We decided the finished table would be four feet long. We determined where we wanted the knot hole to be and cut the board to size on our Makita sliding miter saw.

Using a fresh Bosch blade, we used our Ryobi jig saw to cut a "live edge".

We finessed the edge with a DeWalt angle grinder fitted with a Diablo 80-grit flap disk. This was the fun part.

Because the board was in such poor condition, it required lots of sanding. This Ridgid cordless sander is our go-to tool of choice.

Step 3: Add Epoxy Accent

Before pouring epoxy, we used a chisel to clean up the knothole.

We flipped over the board and covered the exit of the knothole with Tyvek tape to prevent leaks. A brayer helped to really seal the tape in place.

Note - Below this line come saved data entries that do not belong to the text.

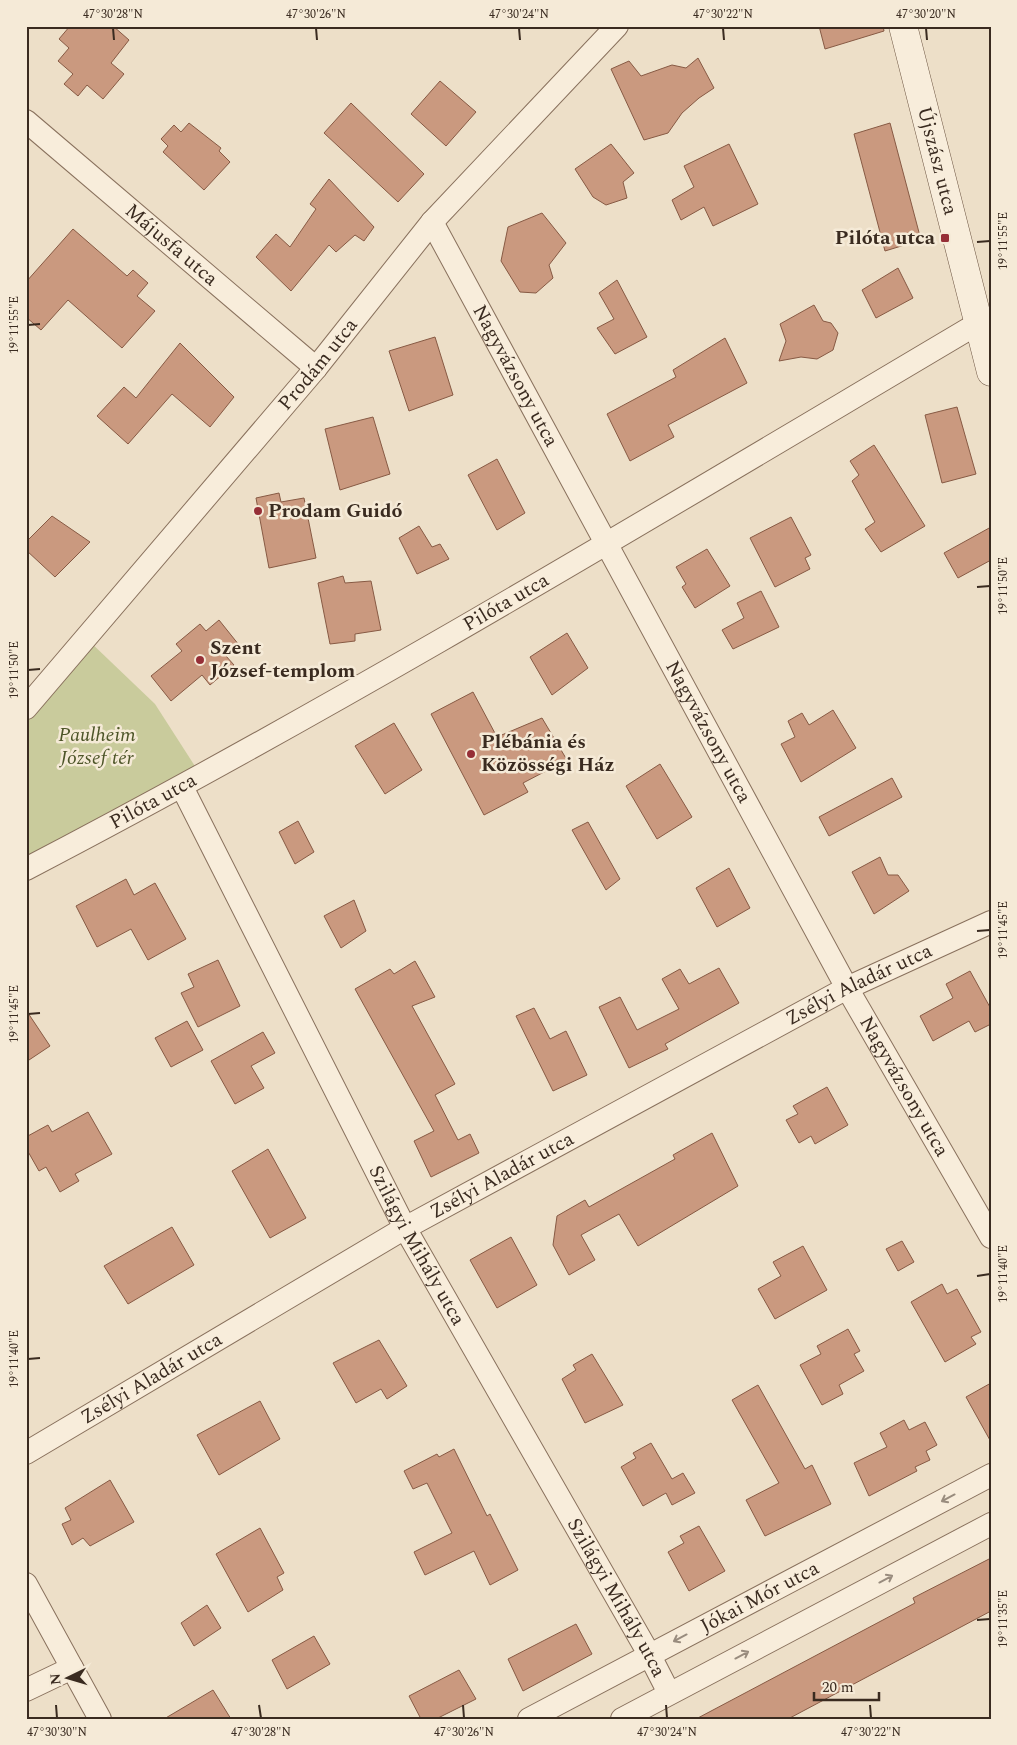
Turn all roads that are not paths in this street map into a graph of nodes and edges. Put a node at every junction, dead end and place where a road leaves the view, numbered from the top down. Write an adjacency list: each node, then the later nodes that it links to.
1 (617, 26): 4 (street, Prodám utca)
2 (903, 26): 5 (street, Újszász utca)
3 (26, 122): 6 (street, Májusfa utca)
4 (432, 222): 6 (street, Prodám utca); 8 (street, Nagyvázsony utca)
5 (984, 322): 7 (street, Újszász utca); 8 (street, Pilóta utca)
6 (316, 368): 9 (street, Prodám utca)
7 (991, 372)
8 (605, 544): 10 (street, Pilóta utca); 13 (street, Nagyvázsony utca)
9 (26, 708)
10 (182, 787): 11 (street, Pilóta utca); 14 (street, Szilágyi Mihály utca)
11 (26, 869)
12 (991, 922): 13 (street, Zsélyi Aladár utca)
13 (847, 988): 14 (street, Zsélyi Aladár utca); 15 (street, Nagyvázsony utca)
14 (405, 1228): 16 (street, Zsélyi Aladár utca); 20 (street, Szilágyi Mihály utca)
15 (991, 1237)
16 (26, 1453)
17 (991, 1475): 20 (street, Jókai Mór utca, one-way to 20)
18 (991, 1524): 23 (street, one-way to 18)
19 (26, 1584): 21 (street)
20 (649, 1654): 23 (street, Szilágyi Mihály utca); 25 (street, Jókai Mór utca)
21 (72, 1668): 22 (street); 24 (street)
22 (26, 1690)
23 (669, 1693): 26 (street)
24 (100, 1719)
25 (529, 1719)
26 (622, 1719)

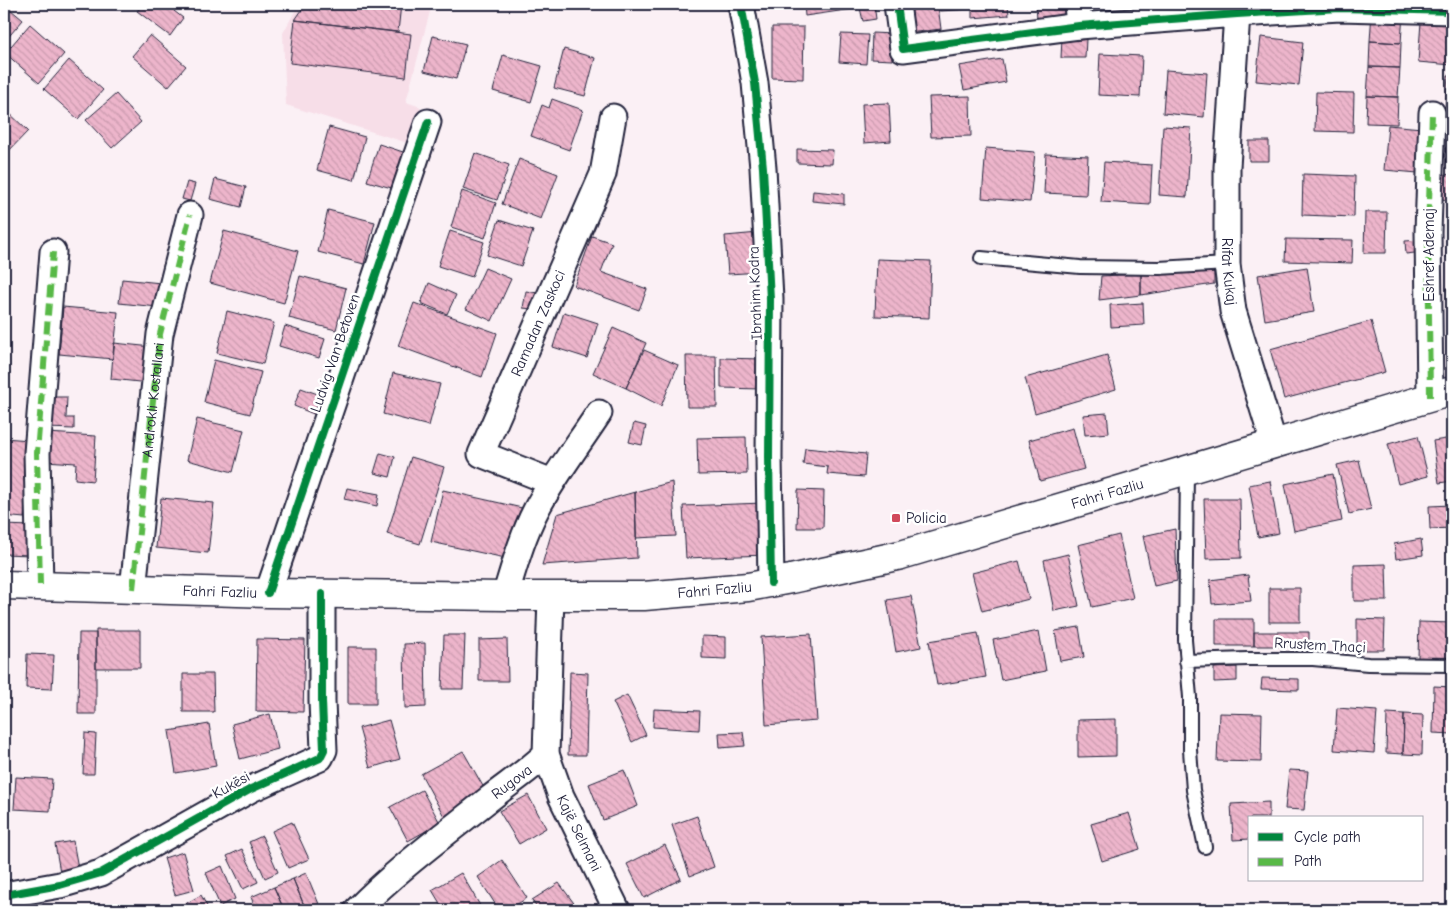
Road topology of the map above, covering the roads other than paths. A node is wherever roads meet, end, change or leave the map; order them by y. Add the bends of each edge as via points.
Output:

We mixed up some TotalBoat tabletop epoxy, tinted it with Diamond Dust Epoxy Pigment Powder in iridescent blue, and poured it into the knothole being careful not to overfill. The epoxy is not even with the tabletop as to give the pour the look of a lake.

Step 4: Stain and Add Hairpin Legs

Once the epoxy was cured, we stained and used a Polycrylic finish on the table. We did a couple of coats of finish, sanding with 220-grit sandpaper to achieve a smooth finish.

The last step was to screw the hairpin legs into place.

Step 5: Step Back and Admire Your New Table!